- [Work order]:
Go over the data and keep only the lines that include "Shepley".

(Dataset entries)
-=-=-=-=-

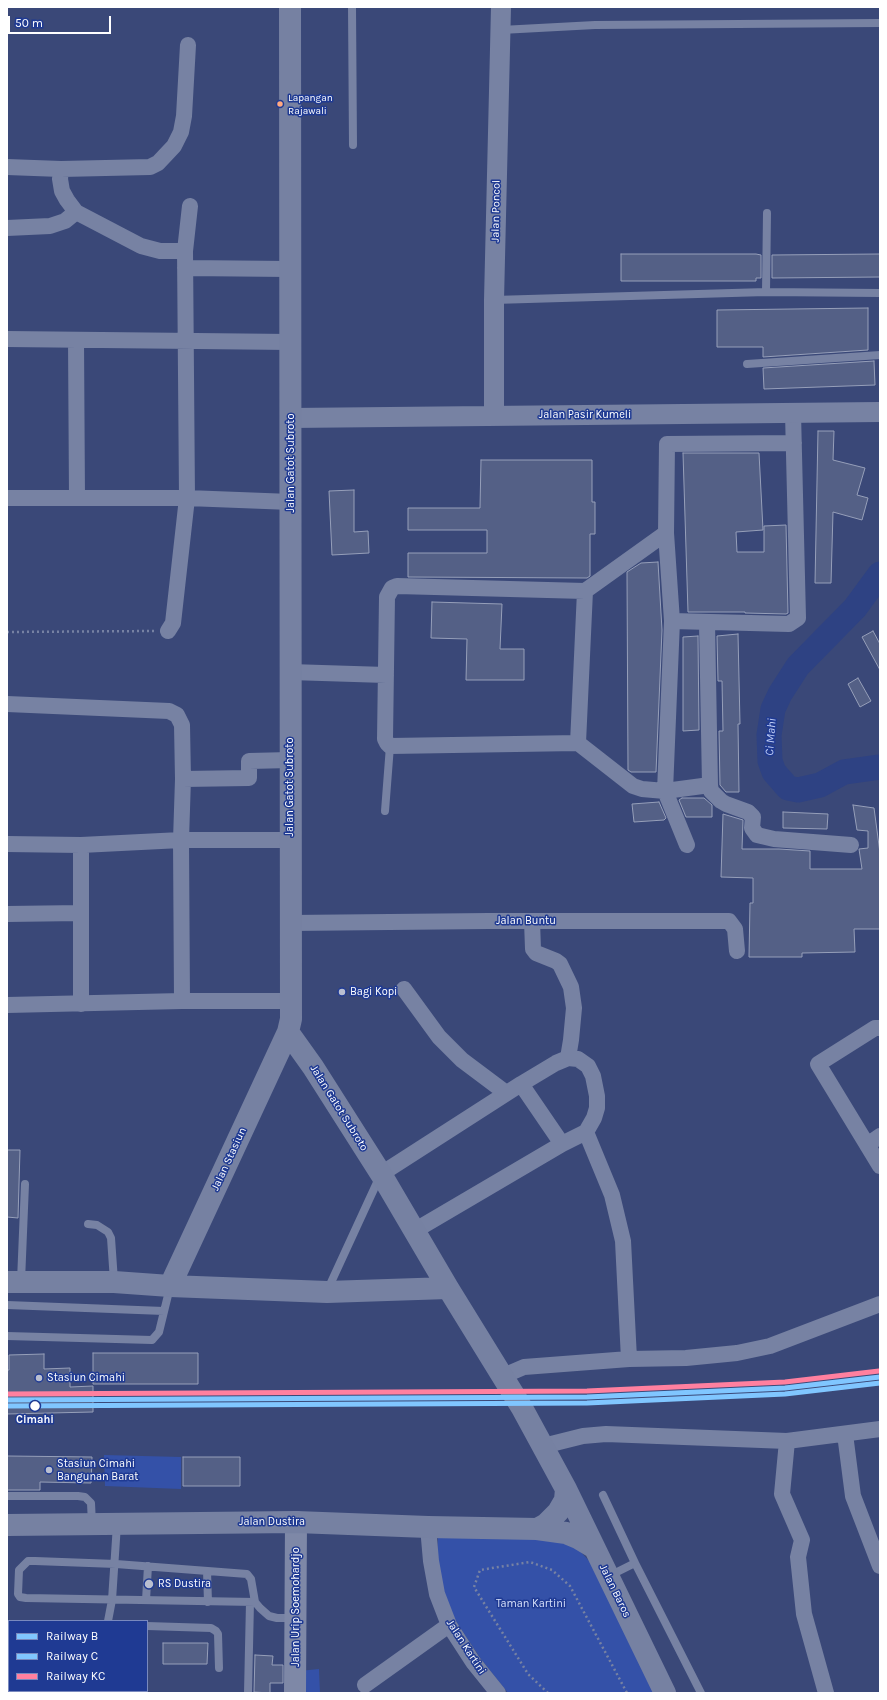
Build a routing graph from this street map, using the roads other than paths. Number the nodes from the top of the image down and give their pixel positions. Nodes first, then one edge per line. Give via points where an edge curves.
1 (290, 7) edge
2 (352, 7) edge
3 (501, 7) edge
4 (880, 23) edge
5 (500, 30) junction
6 (188, 45) dead end
7 (353, 145) dead end
8 (7, 167) edge
9 (61, 169) junction
10 (190, 206) dead end
11 (76, 212) junction
12 (767, 213) dead end
13 (7, 228) edge
14 (185, 251) junction
15 (185, 268) junction
16 (289, 269) junction
17 (766, 292) junction
18 (880, 293) edge
19 (494, 300) junction
20 (7, 339) edge
21 (76, 340) junction
22 (185, 341) junction
23 (290, 342) junction
24 (880, 355) edge
25 (747, 364) dead end
26 (880, 412) edge
27 (794, 413) junction
28 (494, 415) junction
29 (290, 418) junction
30 (794, 443) junction
31 (7, 498) edge
32 (77, 498) junction
33 (187, 498) junction
34 (291, 502) junction
35 (666, 533) junction
36 (585, 591) junction
37 (672, 622) junction
38 (707, 623) junction
39 (168, 631) road end
40 (290, 672) junction
41 (386, 675) junction
42 (7, 704) edge
43 (578, 743) junction
44 (390, 746) junction
45 (290, 760) junction
46 (183, 779) junction
47 (710, 785) junction
48 (665, 791) junction
49 (385, 812) dead end
50 (181, 840) junction
51 (290, 840) junction
52 (7, 844) edge
53 (81, 845) junction
54 (687, 845) dead end
55 (851, 845) dead end
56 (81, 913) junction
57 (7, 914) edge
58 (532, 921) junction
59 (290, 923) junction
60 (737, 952) dead end
61 (404, 989) dead end
62 (182, 1001) junction
63 (290, 1001) junction
64 (81, 1004) junction
65 (7, 1005) edge
66 (880, 1028) edge
67 (288, 1032) junction
68 (568, 1058) junction
69 (272, 1065) junction
70 (313, 1067) junction
71 (521, 1084) junction
72 (506, 1093) junction
73 (586, 1132) junction
74 (874, 1140) edge
75 (562, 1144) junction
76 (880, 1166) edge
77 (381, 1174) junction
78 (24, 1184) dead end
79 (88, 1224) dead end
80 (414, 1231) junction
81 (14, 1282) edge
82 (114, 1282) junction
83 (170, 1286) junction
84 (448, 1288) junction
85 (327, 1292) junction
86 (880, 1304) edge
87 (7, 1305) edge
88 (164, 1311) junction
89 (7, 1336) edge
90 (629, 1359) junction
91 (503, 1376) junction
92 (880, 1429) edge
93 (845, 1434) junction
94 (787, 1440) junction
95 (543, 1446) junction
96 (566, 1489) junction
97 (603, 1495) dead end
98 (7, 1496) edge
99 (296, 1522) junction
100 (117, 1524) junction
101 (92, 1525) junction
102 (7, 1526) edge
103 (428, 1527) junction
104 (537, 1529) junction
105 (594, 1547) junction
106 (635, 1563) junction
107 (116, 1564) junction
108 (148, 1566) junction
109 (880, 1566) edge
110 (207, 1570) junction
111 (608, 1576) junction
112 (112, 1600) junction
113 (146, 1600) junction
114 (208, 1602) junction
115 (252, 1602) junction
116 (295, 1618) junction
117 (108, 1620) edge
118 (449, 1625) junction
119 (148, 1626) edge
120 (219, 1668) dead end
121 (365, 1685) dead end
122 (699, 1692) edge
123 (248, 1693) edge
124 (295, 1693) edge
125 (498, 1693) edge
126 (665, 1693) edge
127 (826, 1693) edge

1 - 16 main road, Jalan Gatot Subroto
2 - 7 lane
3 - 5 street, Jalan Poncol
4 - 5 lane via 595,26
5 - 19 street, Jalan Poncol
6 - 9 street via 181,132 165,157 150,167
8 - 9 street
9 - 11 street via 62,191
10 - 14 street
11 - 13 street via 65,221 50,226
11 - 14 street via 141,246 160,251
12 - 17 lane
14 - 15 street
15 - 16 street
15 - 22 street
16 - 23 main road, Jalan Gatot Subroto
17 - 18 lane
17 - 19 lane
19 - 28 street, Jalan Poncol
20 - 21 street
21 - 22 street
21 - 32 street
22 - 23 street
22 - 33 street
23 - 29 main road, Jalan Gatot Subroto
24 - 25 lane
26 - 27 street, Jalan Pasir Kumeli
27 - 28 street, Jalan Pasir Kumeli
27 - 30 street
28 - 29 street, Jalan Pasir Kumeli
29 - 34 main road, Jalan Gatot Subroto
30 - 35 street via 667,444
30 - 38 street via 798,618 789,624
31 - 32 street
32 - 33 street
33 - 34 street
33 - 39 street via 173,623
34 - 40 main road, Jalan Gatot Subroto
35 - 36 street
35 - 37 street
36 - 41 street via 392,588 387,597
36 - 43 street
37 - 38 street
37 - 48 street
38 - 47 street
40 - 41 street
40 - 45 main road, Jalan Gatot Subroto
41 - 44 street via 384,739
42 - 46 street via 169,711 177,715 182,725
43 - 44 street
43 - 48 street via 633,786
44 - 49 lane
45 - 46 street via 249,761 249,778
45 - 51 main road, Jalan Gatot Subroto
46 - 50 street
47 - 48 street
47 - 55 street via 711,791 721,801 748,812 753,817 752,828 758,835 774,839
48 - 54 street
50 - 51 street
50 - 53 street
50 - 62 street
51 - 59 main road, Jalan Gatot Subroto
52 - 53 street
53 - 56 street
56 - 57 street
56 - 64 street
58 - 59 street, Jalan Buntu
58 - 60 street, Jalan Buntu via 729,921 735,929
58 - 68 street via 533,949 536,953 560,964 571,987 574,1008
59 - 63 main road, Jalan Gatot Subroto
61 - 72 street via 439,1036 462,1060
62 - 63 street
62 - 64 street
63 - 67 main road, Jalan Gatot Subroto via 291,1019
64 - 65 street
66 - 74 street via 875,1028 818,1064
67 - 69 main road, Jalan Stasiun
67 - 70 main road, Jalan Gatot Subroto
68 - 71 street
68 - 73 street via 578,1059 588,1066 594,1076 597,1108
69 - 70 main road via 296,1057
69 - 83 main road, Jalan Stasiun
70 - 77 main road, Jalan Gatot Subroto
71 - 72 street
71 - 75 street
72 - 77 street
73 - 75 street
73 - 90 street via 612,1195 623,1241
74 - 76 street
75 - 80 street
77 - 80 main road, Jalan Gatot Subroto
77 - 85 lane
78 - 81 lane
79 - 82 lane via 97,1225 108,1232 111,1238
80 - 84 main road, Jalan Gatot Subroto
81 - 82 main road
82 - 83 main road
83 - 85 main road
83 - 88 lane
84 - 85 main road
84 - 91 main road, Jalan Gatot Subroto
86 - 90 street via 770,1346 737,1353 686,1358
87 - 88 lane
88 - 89 lane via 159,1332 152,1340
90 - 91 street via 524,1367
91 - 95 main road, Jalan Gatot Subroto
92 - 93 street
93 - 94 street
93 - 109 street via 853,1496
94 - 95 street via 606,1434 583,1436
94 - 127 street via 782,1494 803,1542 798,1557 804,1614
95 - 96 main road, Jalan Gatot Subroto
96 - 104 main road via 563,1506
96 - 105 main road, Jalan Baros
97 - 106 lane
98 - 101 lane via 85,1497 91,1503
99 - 100 main road, Jalan Dustira
99 - 103 main road, Jalan Dustira
99 - 116 main road, Jalan Urip Soemohardjo
100 - 101 main road, Jalan Dustira
100 - 107 lane
101 - 102 main road, Jalan Dustira
103 - 104 main road, Jalan Dustira
103 - 118 street, Jalan Kartini via 437,1594
104 - 105 main road, Jalan Dustira via 566,1533
105 - 111 main road, Jalan Baros
106 - 111 lane
106 - 122 lane
107 - 108 lane
107 - 112 lane
107 - 112 lane via 28,1561 19,1570 18,1576 20,1597
108 - 110 lane
108 - 113 lane
110 - 114 lane
110 - 115 lane via 247,1574 251,1580
111 - 126 main road, Jalan Baros
112 - 113 lane
112 - 117 lane
113 - 114 lane
114 - 115 lane
115 - 116 lane via 269,1616 280,1619
115 - 123 lane
116 - 124 main road, Jalan Urip Soemohardjo
118 - 121 street
118 - 125 street, Jalan Kartini via 473,1662
119 - 120 lane via 211,1628 218,1634

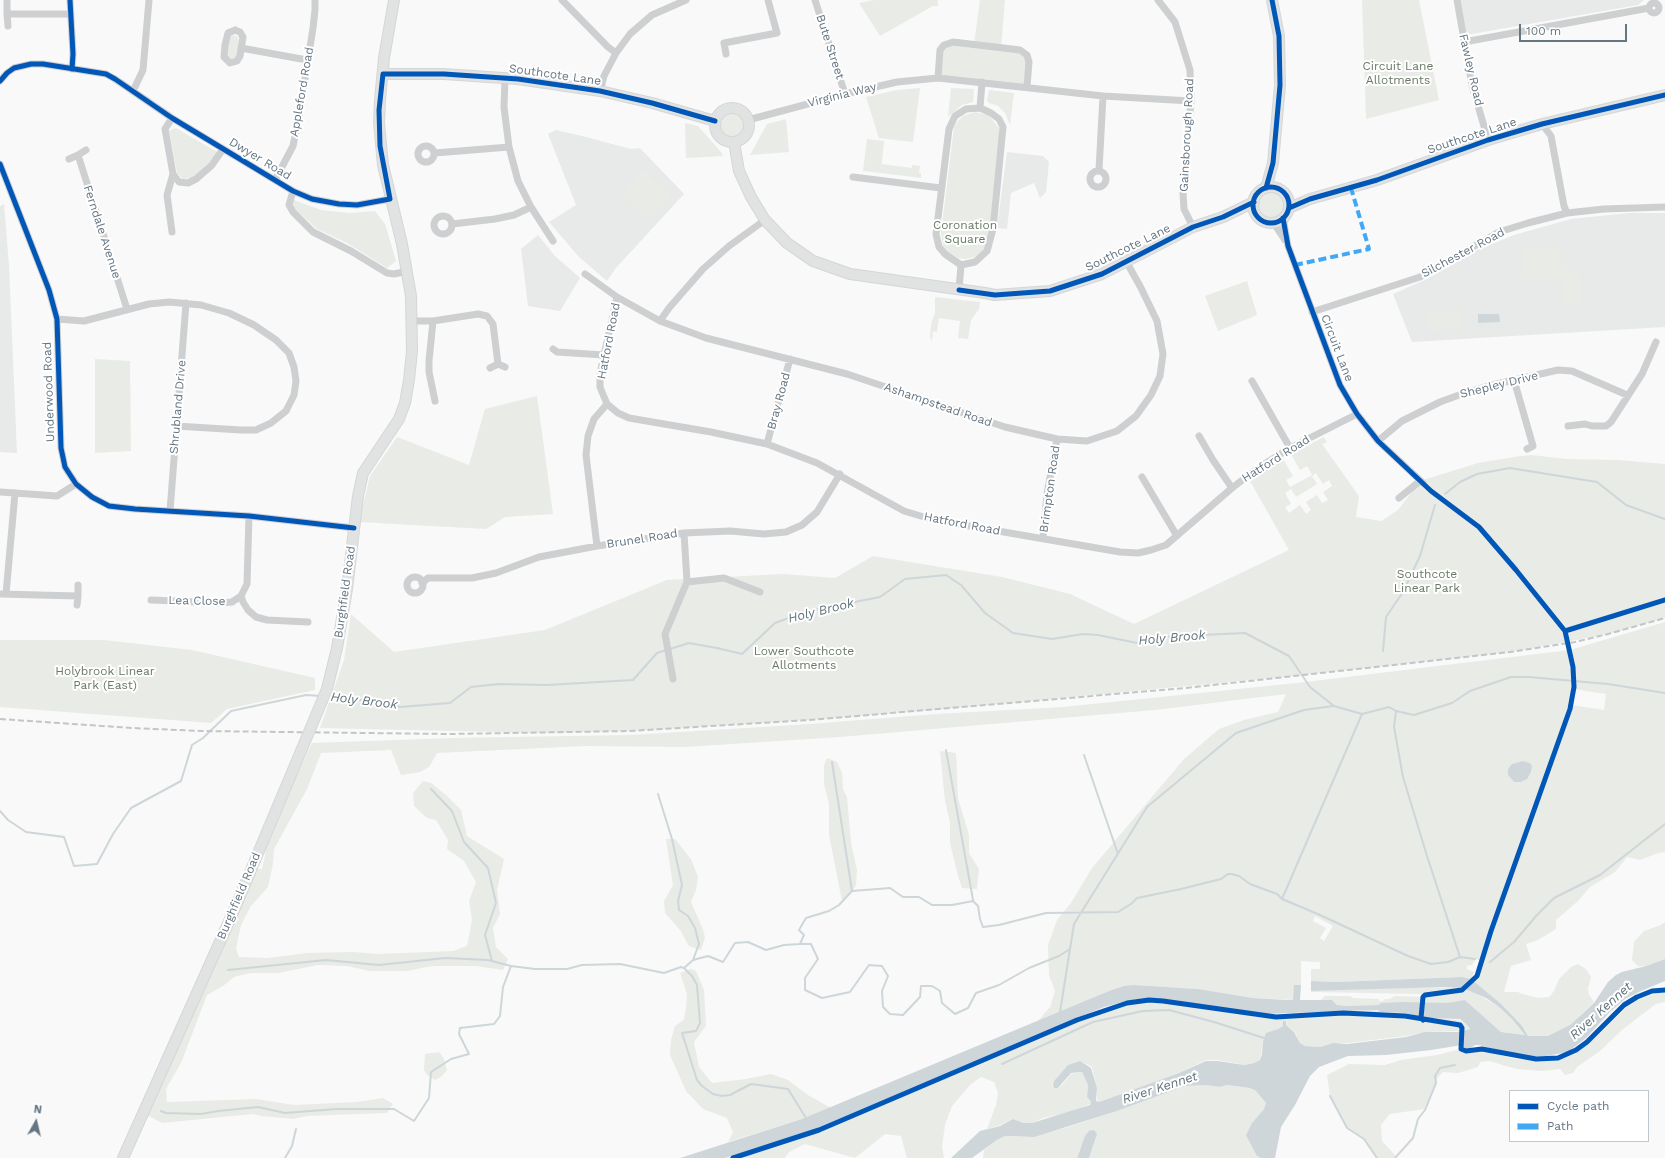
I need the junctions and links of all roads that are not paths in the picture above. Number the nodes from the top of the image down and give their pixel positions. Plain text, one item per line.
1 (7, 0) edge
2 (70, 0) edge
3 (149, 0) edge
4 (315, 0) edge
5 (394, 0) edge
6 (562, 0) edge
7 (686, 0) edge
8 (768, 0) edge
9 (815, 0) edge
10 (1158, 0) edge
11 (1272, 0) edge
12 (1457, 0) edge
13 (1649, 8) dead end
14 (7, 14) junction
15 (70, 14) junction
16 (8, 26) dead end
17 (1464, 42) junction
18 (241, 48) dead end
19 (616, 53) junction
20 (726, 54) dead end
21 (307, 60) junction
22 (72, 69) junction
23 (383, 74) junction
24 (505, 78) junction
25 (938, 78) junction
26 (0, 81) edge
27 (982, 82) junction
28 (1027, 87) junction
29 (133, 91) junction
30 (600, 91) junction
31 (845, 94) junction
32 (1665, 95) edge
33 (1103, 96) junction
34 (1191, 101) junction
35 (980, 108) junction
36 (172, 118) junction
37 (748, 120) junction
38 (715, 121) junction
39 (1542, 124) junction
40 (1488, 140) junction
41 (734, 142) junction
42 (509, 146) junction
43 (223, 149) junction
44 (86, 150) dead end
45 (435, 154) dead end
46 (78, 155) junction
47 (69, 159) dead end
48 (1273, 163) junction
49 (0, 164) edge
50 (1099, 170) dead end
51 (173, 174) junction
52 (853, 177) dead end
53 (275, 180) junction
54 (942, 188) junction
55 (1266, 188) junction
56 (1278, 188) junction
57 (293, 191) junction
58 (390, 199) junction
59 (1254, 202) junction
60 (1289, 203) junction
61 (531, 207) junction
62 (1665, 207) edge
63 (1567, 213) junction
64 (1256, 214) junction
65 (1223, 217) junction
66 (1283, 218) junction
67 (765, 220) junction
68 (1273, 222) junction
69 (452, 224) dead end
70 (1193, 227) junction
71 (172, 232) dead end
72 (553, 241) dead end
73 (1288, 246) junction
74 (1126, 261) junction
75 (961, 265) junction
76 (408, 271) junction
77 (585, 274) dead end
78 (958, 290) junction
79 (617, 297) junction
80 (186, 303) junction
81 (127, 309) junction
82 (1312, 312) junction
83 (57, 319) junction
84 (412, 321) junction
85 (433, 321) junction
86 (660, 321) junction
87 (1656, 342) dead end
88 (553, 349) dead end
89 (604, 355) junction
90 (790, 359) junction
91 (498, 364) junction
92 (505, 367) dead end
93 (490, 368) dead end
94 (1514, 380) junction
95 (1252, 381) dead end
96 (1628, 395) junction
97 (435, 401) dead end
98 (607, 404) junction
99 (1357, 414) junction
100 (176, 426) junction
101 (1568, 426) dead end
102 (1200, 436) dead end
103 (1057, 439) junction
104 (1378, 441) junction
105 (767, 444) junction
106 (1290, 448) junction
107 (1527, 449) dead end
108 (840, 474) junction
109 (1142, 477) dead end
110 (76, 484) junction
111 (1232, 488) junction
112 (0, 492) edge
113 (15, 493) junction
114 (1398, 498) dead end
115 (170, 511) junction
116 (249, 516) junction
117 (354, 528) junction
118 (684, 533) junction
119 (1177, 536) junction
120 (1043, 538) junction
121 (597, 546) junction
122 (687, 582) junction
123 (422, 583) dead end
124 (78, 585) dead end
125 (760, 592) dead end
126 (3, 594) edge
127 (78, 596) junction
128 (241, 596) junction
129 (151, 600) dead end
130 (77, 606) dead end
131 (308, 622) dead end
132 (673, 680) dead end
133 (123, 1158) edge

1 - 14 street
2 - 15 street
3 - 29 street
4 - 21 street, Appleford Road
5 - 23 street, Burghfield Road
6 - 19 street
7 - 19 street
8 - 20 street
9 - 31 street, Bute Street
10 - 34 street, Gainsborough Road
11 - 48 street
12 - 17 street, Fawley Road
13 - 17 street
14 - 15 street
14 - 16 street
15 - 22 street
17 - 40 street, Fawley Road
18 - 21 street
19 - 30 street
21 - 53 street, Appleford Road
22 - 26 street
22 - 29 street
23 - 24 street, Southcote Lane
23 - 58 street, Burghfield Road
24 - 30 street, Southcote Lane
24 - 42 street
25 - 27 street, Virginia Way
25 - 28 street
25 - 31 street, Virginia Way
27 - 28 street, Virginia Way
27 - 35 street
28 - 33 street, Virginia Way
29 - 36 street, Dwyer Road
30 - 38 street, Southcote Lane
31 - 37 street, Virginia Way
32 - 39 street, Southcote Lane
33 - 34 street, Virginia Way
33 - 50 street
34 - 70 street, Gainsborough Road
35 - 54 street
35 - 75 street
36 - 43 street, Dwyer Road
36 - 51 street
37 - 38 street
37 - 41 street
38 - 41 street
39 - 40 street, Southcote Lane
39 - 63 street
40 - 60 street, Southcote Lane
41 - 67 street, Southcote Lane
42 - 45 street
42 - 61 street
43 - 51 street, Dwyer Road
43 - 53 street, Dwyer Road
44 - 46 street
46 - 47 street
46 - 81 street, Ferndale Avenue
48 - 55 street
48 - 56 street
49 - 83 street, Underwood Road
51 - 71 street
52 - 54 street
53 - 57 street, Dwyer Road
54 - 75 street
55 - 56 street
55 - 59 street
56 - 60 street
57 - 58 street, Dwyer Road
57 - 76 street
58 - 76 street, Burghfield Road
59 - 64 street
59 - 65 street, Southcote Lane
60 - 66 street
61 - 69 street
61 - 72 street
62 - 63 street, Silchester Road
63 - 82 street, Silchester Road
64 - 65 street, Southcote Lane
64 - 68 street
65 - 70 street, Southcote Lane
66 - 68 street
66 - 73 street, Circuit Lane
67 - 78 street, Southcote Lane
67 - 86 street
68 - 73 street, Circuit Lane
70 - 74 street, Southcote Lane
73 - 82 street, Circuit Lane
74 - 78 street, Southcote Lane
74 - 103 street, Ashampstead Road
75 - 78 street
76 - 84 street, Burghfield Road
77 - 79 street, Ashampstead Road
79 - 86 street, Ashampstead Road
79 - 89 street, Hatford Road
80 - 81 street
80 - 100 street, Shrubland Drive
80 - 100 street
81 - 83 street
82 - 99 street, Circuit Lane
83 - 110 street, Underwood Road
84 - 85 street
84 - 117 street, Burghfield Road
85 - 91 street
85 - 97 street
86 - 90 street, Ashampstead Road
87 - 96 street
88 - 89 street
89 - 98 street, Hatford Road
90 - 103 street, Ashampstead Road
90 - 105 street, Bray Road
91 - 92 street
91 - 93 street
94 - 96 street, Shepley Drive
94 - 104 street, Shepley Drive
94 - 107 street
95 - 106 street
96 - 101 street
98 - 105 street, Hatford Road
98 - 121 street
99 - 104 street, Circuit Lane
99 - 106 street, Hatford Road
100 - 115 street, Shrubland Drive
102 - 111 street
103 - 120 street, Brimpton Road
104 - 114 street, Circuit Lane
105 - 108 street, Hatford Road
106 - 111 street, Hatford Road
108 - 118 street, Brunel Road
108 - 120 street, Hatford Road
109 - 119 street
110 - 113 street
110 - 115 street, Underwood Road
111 - 119 street, Hatford Road
112 - 113 street
113 - 126 street
115 - 116 street, Underwood Road
116 - 117 street, Underwood Road
116 - 128 street, Lea Close
117 - 133 street, Burghfield Road, bridge
118 - 121 street, Brunel Road
118 - 122 street
119 - 120 street, Hatford Road
121 - 123 street, Brunel Road
122 - 125 street
122 - 132 street
124 - 127 street
126 - 127 street
127 - 130 street
128 - 129 street, Lea Close
128 - 131 street, Lea Close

-=-=-=-=-

- [Result for this task]:
94 - 96 street, Shepley Drive
94 - 104 street, Shepley Drive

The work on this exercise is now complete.